Note - Never never belive a word BlackBirdCD says. Oh, except when he says he's really good at Photoshop. He is really good at that.


----------



## rondenning (Jul 29, 2008)

I must have missed something, so please excuse me if I seem stupid, but why are there 4 landing gear wells, instead of 3??:drunk:
:devil:Ron:devil:


----------



## rondenning (Jul 29, 2008)

DUHHHH.... I missed the fine print!!! (without those reading glasses I can't see squat!!!! LOL, great job!!:thumbsup:
:devil:Ron:devil:


----------



## Lloyd Collins (Sep 25, 2004)

That is so cool! I wonder why Gary missed this one.


----------



## Gary K (Aug 26, 2002)

Lloyd Collins said:


> That is so cool! I wonder why Gary missed this one.


Yeah, I screwed up. The Chinese left off the other two legs.

Gary


----------



## drewid142 (Apr 23, 2004)

Boy! That part would fetch a sweet price on e-bay! What a cool keepsake!

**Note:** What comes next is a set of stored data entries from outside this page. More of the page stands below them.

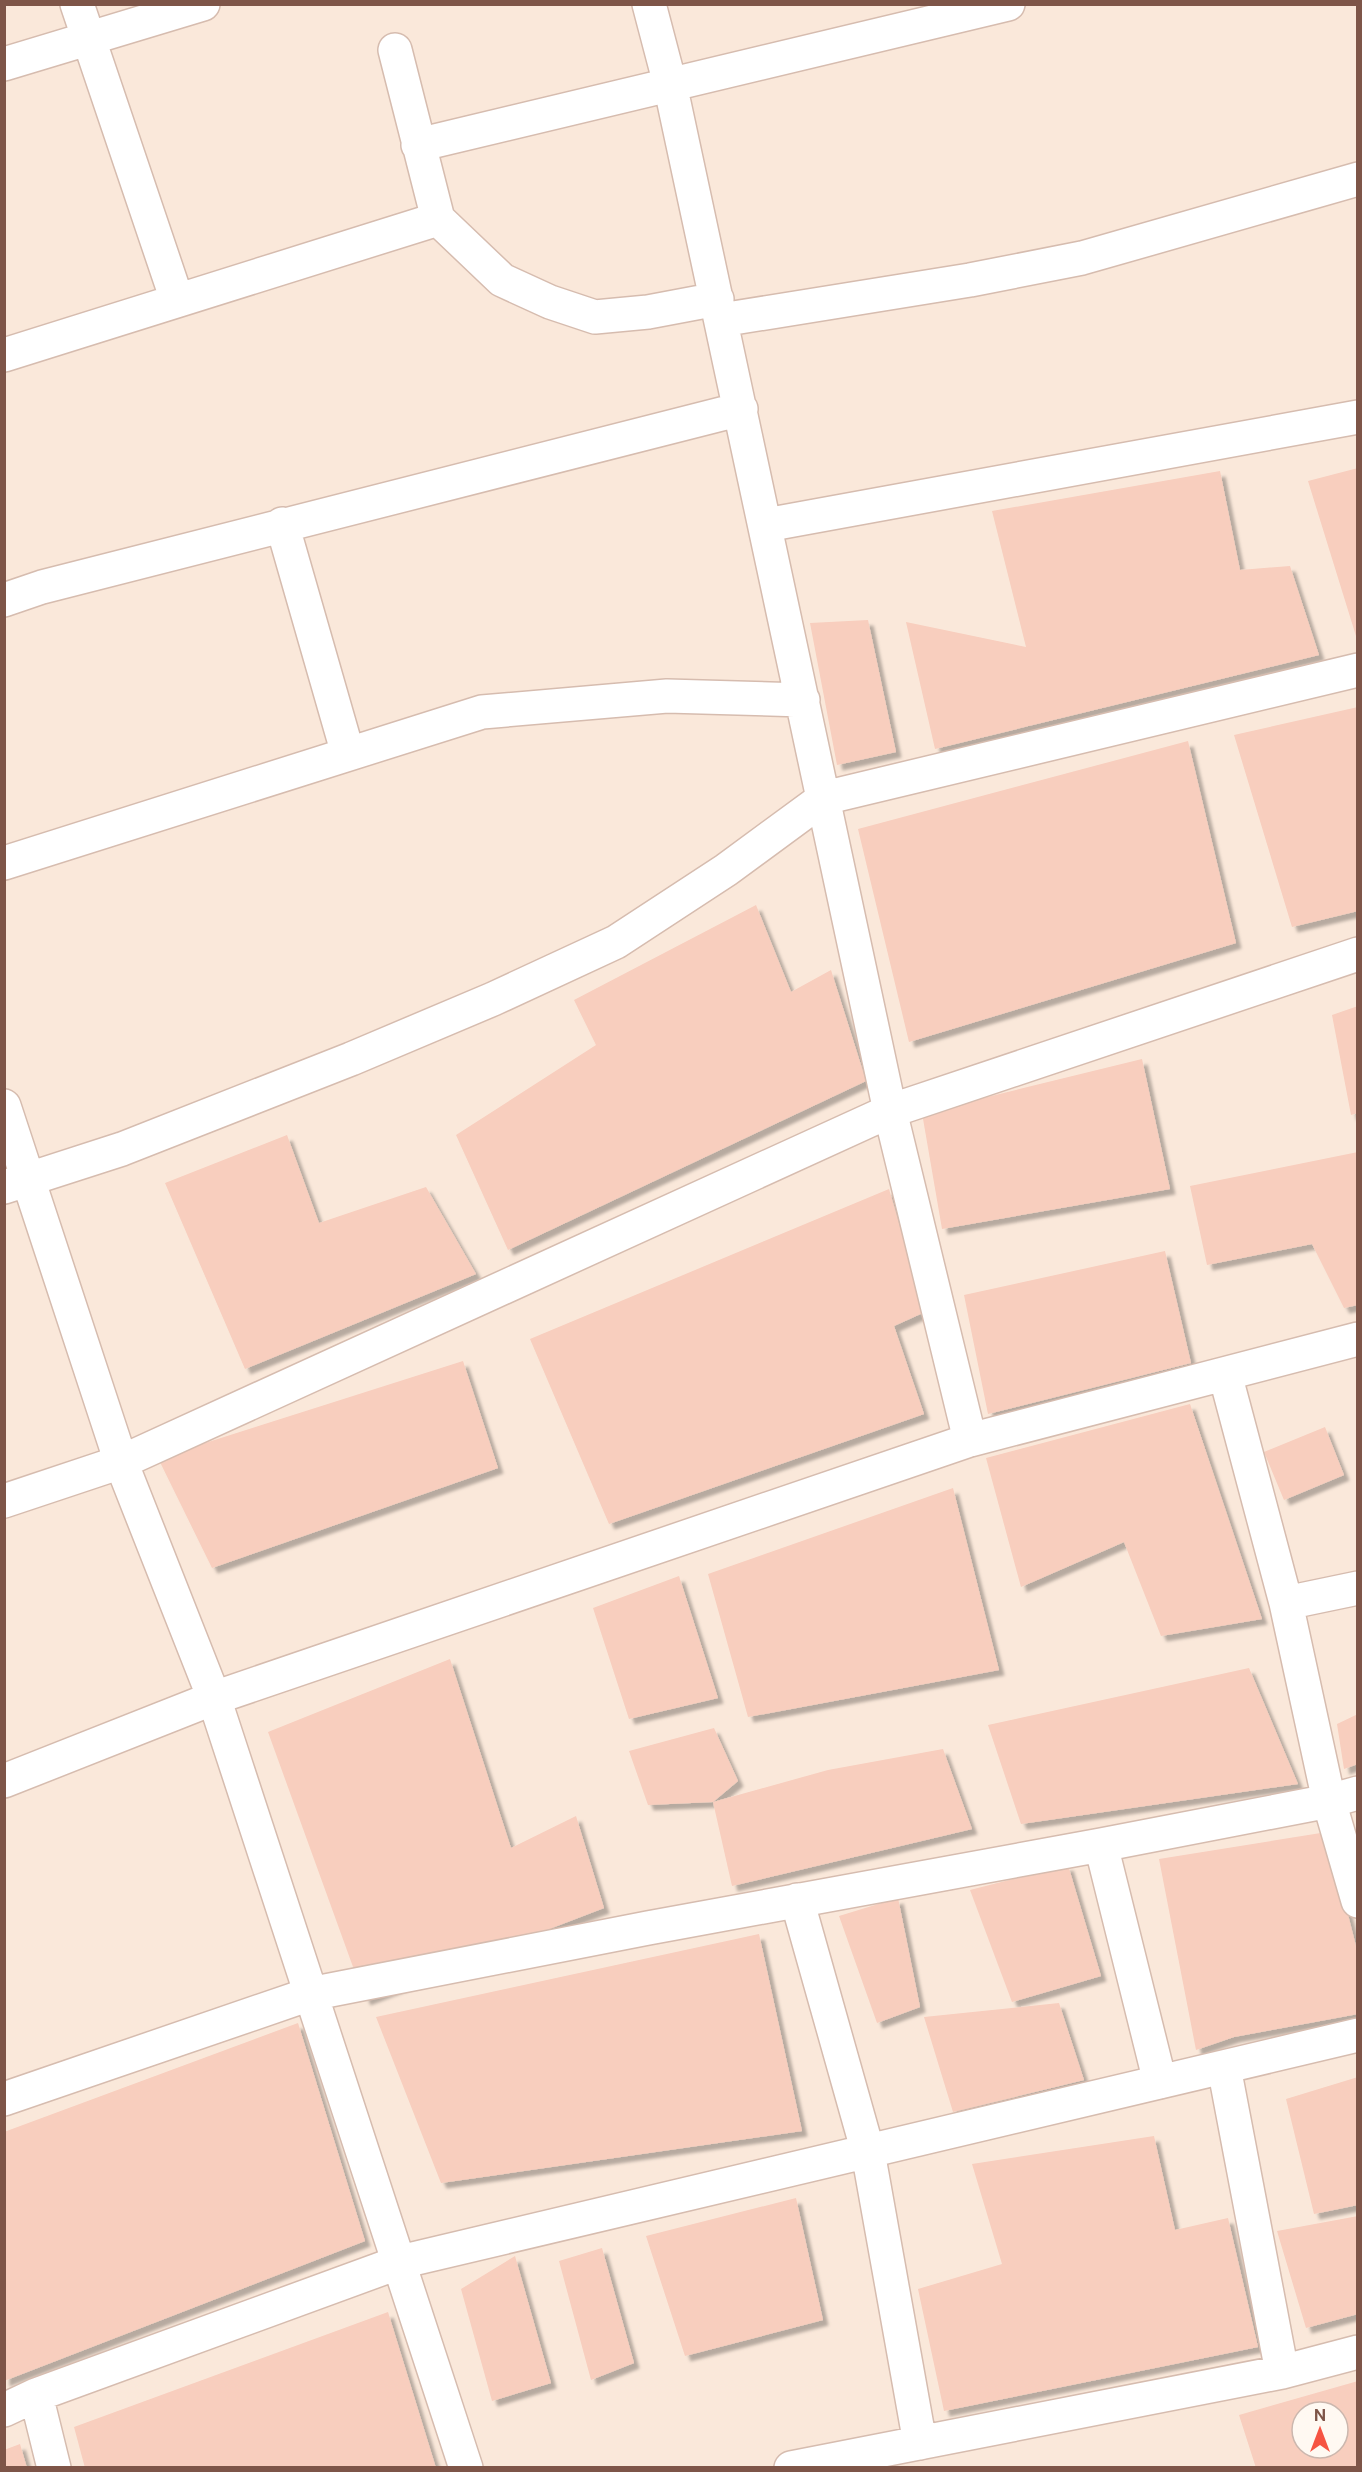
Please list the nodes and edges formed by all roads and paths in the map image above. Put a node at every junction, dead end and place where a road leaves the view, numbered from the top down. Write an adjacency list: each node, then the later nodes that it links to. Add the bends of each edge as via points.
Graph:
1 (77, 4): 5 (street)
2 (203, 4): 5 (street)
3 (649, 4): 8 (street)
4 (1008, 4): 8 (street)
5 (88, 39): 7 (street); 12 (street)
6 (395, 50): 9 (street)
7 (4, 64)
8 (670, 84): 9 (street); 13 (street)
9 (418, 145): 11 (street)
10 (1358, 179): 13 (street, via 1082,258 970,280)
11 (438, 219): 12 (street); 13 (street, via 502,280 595,317)
12 (177, 300): 14 (street)
13 (719, 309): 15 (street)
14 (4, 356)
15 (741, 409): 17 (street); 18 (street)
16 (1358, 417): 18 (street)
17 (282, 524): 19 (street); 22 (street)
18 (766, 525): 21 (street)
19 (4, 600)
20 (1358, 670): 23 (street)
21 (803, 700): 22 (street, via 668,696 482,712); 23 (street)
22 (348, 754): 24 (street)
23 (824, 798): 27 (street); 28 (street, via 726,870 616,942 351,1059 122,1149)
24 (4, 863)
25 (1358, 954): 27 (street)
26 (4, 1106): 28 (street)
27 (890, 1111): 31 (street); 32 (street)
28 (17, 1182): 32 (street)
29 (1358, 1339): 30 (street)
30 (1225, 1374): 31 (street); 35 (street)
31 (970, 1440): 36 (street)
32 (121, 1462): 33 (street); 36 (street)
33 (4, 1502)
34 (1358, 1588): 35 (street)
35 (1286, 1603): 38 (street)
36 (214, 1698): 37 (street); 42 (street)
37 (4, 1781)
38 (1343, 1797): 39 (street); 41 (street)
39 (1101, 1845): 40 (street); 45 (street)
40 (797, 1900): 42 (street); 47 (street)
41 (1358, 1901)
42 (310, 1994): 46 (street); 48 (street)
43 (1358, 2035): 44 (street)
44 (1224, 2067): 45 (street); 50 (street)
45 (1160, 2082): 47 (street)
46 (4, 2100)
47 (868, 2152): 48 (street); 53 (street)
48 (400, 2262): 51 (street); 55 (street)
49 (1358, 2352): 50 (street)
50 (1282, 2372): 53 (street)
51 (36, 2395): 52 (street); 54 (street)
52 (4, 2410)
53 (920, 2443): 56 (street)
54 (54, 2468)
55 (466, 2468)
56 (791, 2468)

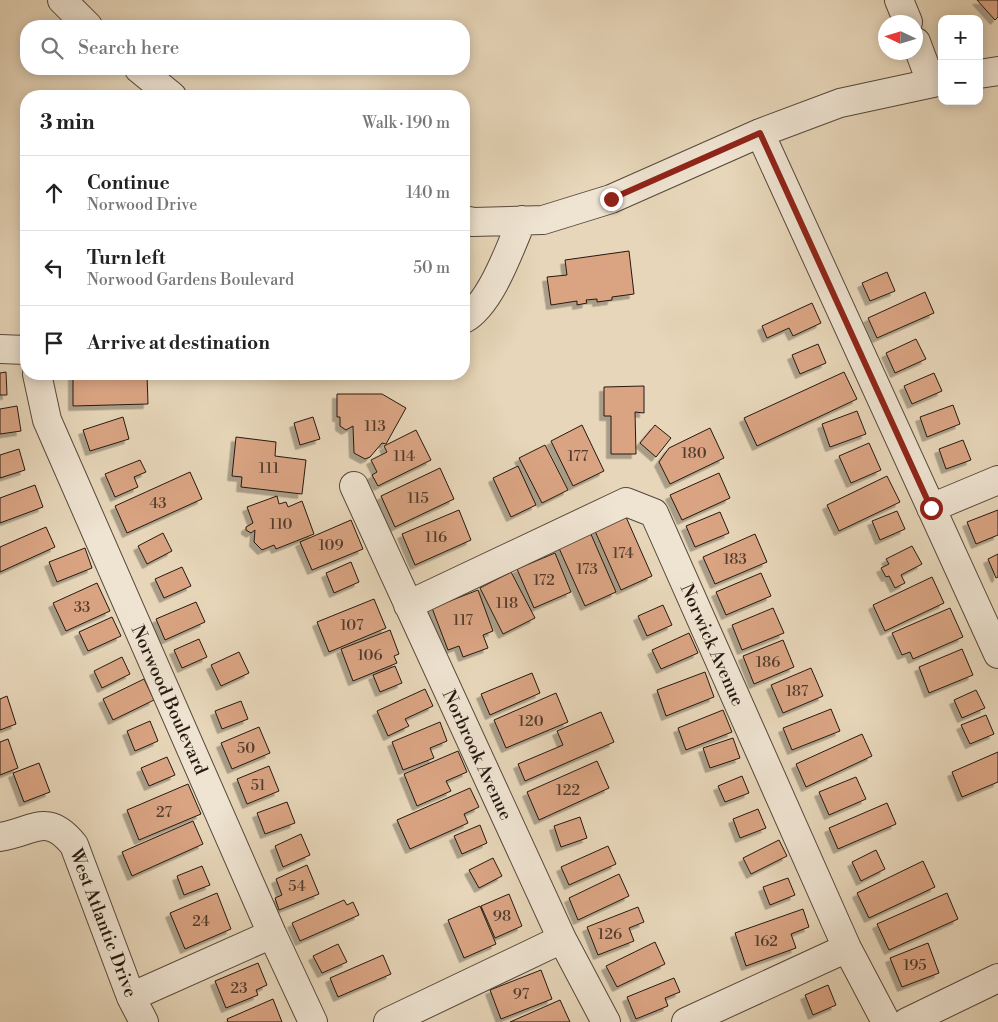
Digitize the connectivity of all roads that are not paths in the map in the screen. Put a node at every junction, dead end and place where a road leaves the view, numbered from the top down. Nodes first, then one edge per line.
1 (62, 0) edge
2 (899, 0) edge
3 (905, 15) edge
4 (82, 20) edge
5 (923, 56) edge
6 (998, 71) edge
7 (983, 73) edge
8 (146, 75) edge
9 (936, 81) edge
10 (165, 90) edge
11 (760, 133) junction
12 (522, 220) junction
13 (470, 221) edge
14 (470, 315) edge
15 (0, 349) edge
16 (20, 350) edge
17 (38, 380) edge
18 (998, 480) edge
19 (354, 486) dead end
20 (931, 508) junction
21 (408, 605) junction
22 (998, 654) edge
23 (0, 836) edge
24 (272, 934) junction
25 (562, 939) junction
26 (847, 948) junction
27 (998, 978) edge
28 (142, 992) dead end
29 (144, 1022) edge
30 (313, 1022) edge
31 (388, 1022) edge
32 (606, 1022) edge
33 (686, 1022) edge
34 (886, 1022) edge
35 (908, 1022) edge

1 - 4 street
2 - 3 street
5 - 9 street
6 - 7 street
8 - 10 street
9 - 11 street
11 - 12 street
11 - 20 street
12 - 13 street
12 - 14 street
15 - 16 street
17 - 24 street, Norwood Boulevard
18 - 20 street
19 - 21 street, Norbrook Avenue
20 - 22 street
21 - 25 street, Norbrook Avenue
21 - 26 street, Norwick Avenue
23 - 29 street, West Atlantic Drive
24 - 28 street
24 - 30 street, Norwood Boulevard
25 - 31 street
25 - 32 street, Norbrook Avenue
26 - 33 street
26 - 34 street, Norwick Avenue
27 - 35 street

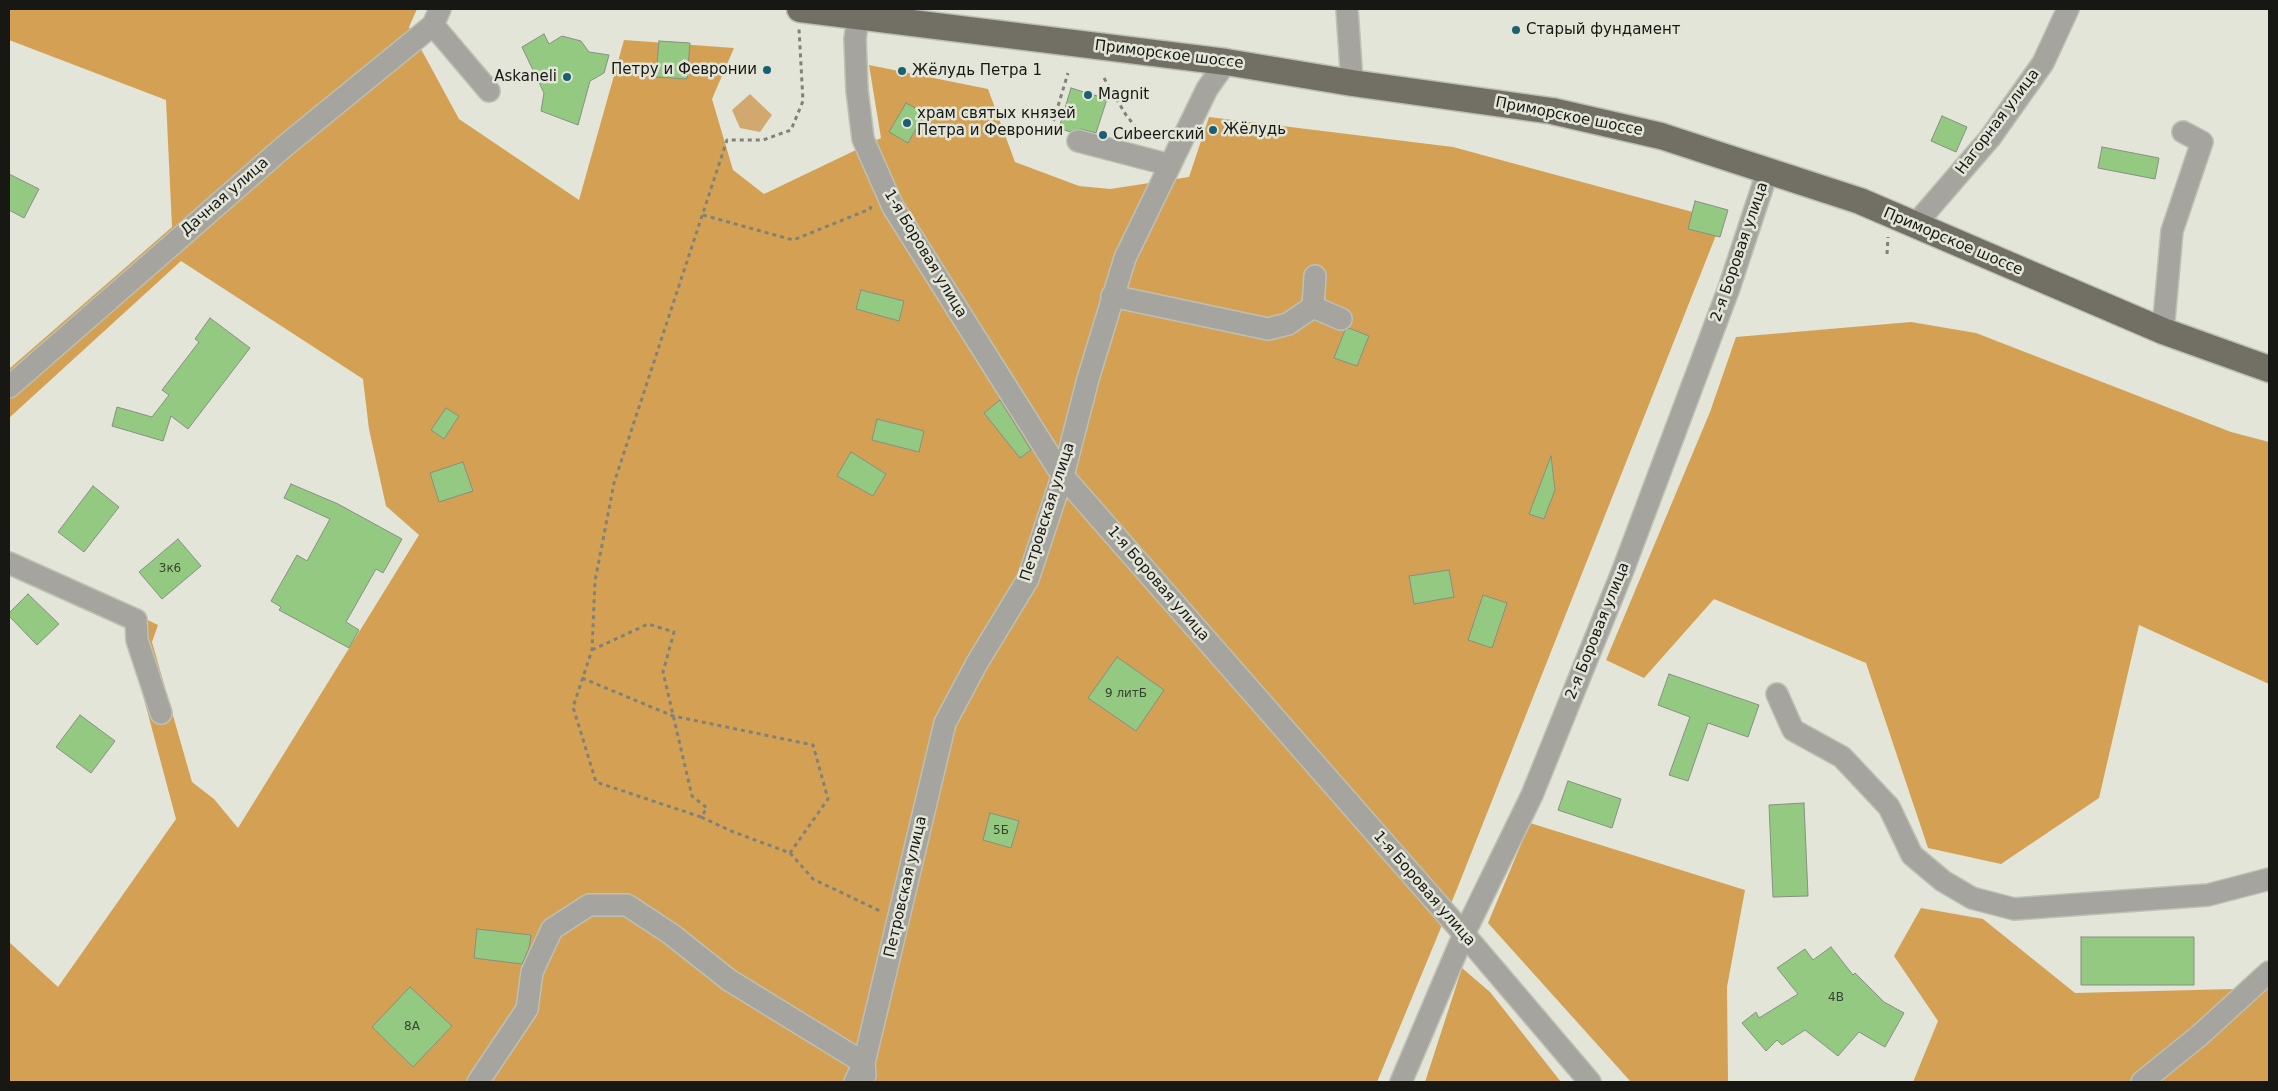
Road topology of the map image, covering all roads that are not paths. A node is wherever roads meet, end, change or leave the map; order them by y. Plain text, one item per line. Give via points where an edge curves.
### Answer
1 (1347, 9) edge
2 (2068, 9) edge
3 (858, 13) edge
4 (436, 17) edge
5 (800, 19) edge
6 (1226, 62) junction
7 (1352, 83) junction
8 (489, 91) dead end
9 (2183, 132) dead end
10 (1078, 141) road end
11 (1170, 165) junction
12 (1768, 170) junction
13 (1914, 226) junction
14 (1315, 276) dead end
15 (1112, 296) junction
16 (1313, 307) junction
17 (1341, 319) dead end
18 (2162, 331) junction
19 (2269, 369) edge
20 (9, 387) edge
21 (1062, 475) junction
22 (9, 563) edge
23 (1777, 694) dead end
24 (161, 713) dead end
25 (2269, 879) edge
26 (1464, 934) junction
27 (2269, 972) edge
28 (865, 1073) edge
29 (478, 1082) edge
30 (855, 1082) edge
31 (1402, 1082) edge
32 (1590, 1082) edge
33 (2142, 1082) edge

1 - 7 street
2 - 13 street, Нагорная улица via 2043,63 1990,138
3 - 5 main road, Приморское шоссе
3 - 6 main road, Приморское шоссе
3 - 21 street, 1-я Боровая улица via 856,90 862,139 893,207
4 - 8 street
4 - 20 street, Дачная улица
6 - 7 main road, Приморское шоссе
6 - 11 street, Петровская улица via 1208,89
7 - 12 main road, Приморское шоссе via 1552,111 1661,136
9 - 18 street via 2202,142 2172,231
10 - 11 street
11 - 15 street, Петровская улица via 1125,258
12 - 13 main road, Приморское шоссе via 1860,201
12 - 26 street, 2-я Боровая улица via 1729,288 1623,570 1532,795
13 - 18 main road, Приморское шоссе
14 - 16 street
15 - 16 street via 1268,329 1288,324
15 - 21 street, Петровская улица
16 - 17 street
18 - 19 main road, Приморское шоссе
21 - 26 street, 1-я Боровая улица
21 - 28 street, Петровская улица via 1028,579 945,723
22 - 24 street via 136,620 137,640
23 - 25 street via 1793,730 1842,757 1889,807 1912,855 1943,881 1972,898 2014,909 2208,895
26 - 31 street, 2-я Боровая улица
26 - 32 street, 1-я Боровая улица
27 - 33 street
28 - 29 street via 627,905 589,905 552,929 532,972 527,1009
28 - 30 street, Петровская улица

insert well known "Bright side" quote from "Life of Brian" here.


----------



## woof359 (Apr 27, 2003)

im curious to see how the parts of the legs look to see if tubing can be used and how the foot pads atached (-:


----------



## Steve H (Feb 8, 2009)

no WONDER they got so testy about talk of a Gemini XII version! They were focusing on the never seen proposed Jupiter 2 changes for the 4th season!

:devil:


----------



## Seaview (Feb 18, 2004)

The "Inverted Jenny" of the modelling world! :lol:


----------



## JAT (Jan 15, 2008)

Umm...


----------



## Antimatter (Feb 16, 2008)

BlackbirdCD said:


> A little bird sent me a picture of the new J2 test shots. As you can see, there's a lot to be said about the process one must go through to ensure an accurate model:
> 
> 
> 
> ...


Boy, this is gonna get the anal hyper type folks *all *stirred up. I can't wait. :freak: I'll start the ball rolling. I don't know if aftermarket legs will look right with wells that narrow without *major *mods.


----------



## sgariepy (Jun 20, 2003)

Good one


----------



## BlackbirdCD (Oct 31, 2003)

Not to mention the spacepod hatch and chariot ramp are in the wrong position!


----------



## Seaview (Feb 18, 2004)

You know, I forgot all about this because it's been 44 years, but back in 1965 when I was watching LIS as a seven-year-old, I thought that the Jupiter 2 had 4 legs and drew it that way on any blank piece of paper I could find.
It was only after I turned ten and saw LIS in re-runs that I realized that it had only 3 landing gear.
This four-hole lower hull pictured just jogged a long lost "false memory".


----------



## falcondesigns (Oct 30, 2002)

I wonder how much this mistake cost?


----------



## woof359 (Apr 27, 2003)

it was the trailer skirting around the crash site that made me crazy, remember when you had to wait untill summer before a rerun wood appear so you cood recheck stuff?nope, i didnt remember the lower hull looking like the crash site in flight.


----------



## Ron Gross (Jan 2, 2009)

Antimatter said:


> Boy, this is gonna get the anal hyper type folks *all *stirred up. I can't wait. :freak: I'll start the ball rolling. I don't know if aftermarket legs will look right with wells that narrow without *major *mods.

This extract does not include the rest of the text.